> **EXERCISE PROMPT**: In these records, how many lines contain "street"? Please reply with the number only.

[Stored data]
Segment Open

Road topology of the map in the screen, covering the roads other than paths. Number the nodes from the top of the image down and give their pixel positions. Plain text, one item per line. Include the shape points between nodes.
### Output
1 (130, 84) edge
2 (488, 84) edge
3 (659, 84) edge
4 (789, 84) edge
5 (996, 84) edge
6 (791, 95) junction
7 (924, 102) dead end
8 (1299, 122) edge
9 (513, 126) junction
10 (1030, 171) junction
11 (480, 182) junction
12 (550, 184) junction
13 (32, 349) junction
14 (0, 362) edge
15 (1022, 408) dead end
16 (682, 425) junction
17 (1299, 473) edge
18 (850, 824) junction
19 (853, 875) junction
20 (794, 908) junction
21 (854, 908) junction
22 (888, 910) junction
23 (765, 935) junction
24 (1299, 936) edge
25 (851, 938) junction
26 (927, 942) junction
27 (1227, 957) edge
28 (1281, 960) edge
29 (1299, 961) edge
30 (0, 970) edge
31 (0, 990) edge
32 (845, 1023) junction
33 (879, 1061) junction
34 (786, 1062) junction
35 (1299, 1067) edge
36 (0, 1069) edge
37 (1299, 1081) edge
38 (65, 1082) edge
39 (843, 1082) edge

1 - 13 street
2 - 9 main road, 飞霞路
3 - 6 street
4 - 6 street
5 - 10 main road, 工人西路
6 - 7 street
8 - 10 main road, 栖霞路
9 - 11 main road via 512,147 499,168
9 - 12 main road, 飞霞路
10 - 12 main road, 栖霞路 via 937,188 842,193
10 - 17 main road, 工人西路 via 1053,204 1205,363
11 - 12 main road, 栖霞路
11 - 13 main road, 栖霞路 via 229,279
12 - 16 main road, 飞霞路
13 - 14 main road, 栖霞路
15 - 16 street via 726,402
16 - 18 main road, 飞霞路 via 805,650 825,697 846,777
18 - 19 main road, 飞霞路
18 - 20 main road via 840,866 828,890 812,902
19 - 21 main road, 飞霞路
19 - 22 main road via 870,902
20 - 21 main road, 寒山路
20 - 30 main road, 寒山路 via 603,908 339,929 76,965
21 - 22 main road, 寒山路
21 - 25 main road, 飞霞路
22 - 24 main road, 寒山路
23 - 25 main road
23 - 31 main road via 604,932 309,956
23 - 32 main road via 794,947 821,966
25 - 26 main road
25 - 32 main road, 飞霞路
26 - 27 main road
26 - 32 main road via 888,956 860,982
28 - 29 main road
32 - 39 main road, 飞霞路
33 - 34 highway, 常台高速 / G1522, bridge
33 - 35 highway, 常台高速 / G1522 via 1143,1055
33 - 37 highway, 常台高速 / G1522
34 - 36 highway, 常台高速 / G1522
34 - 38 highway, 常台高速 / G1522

Segment Closed

> **ANSWER SECTION**: 5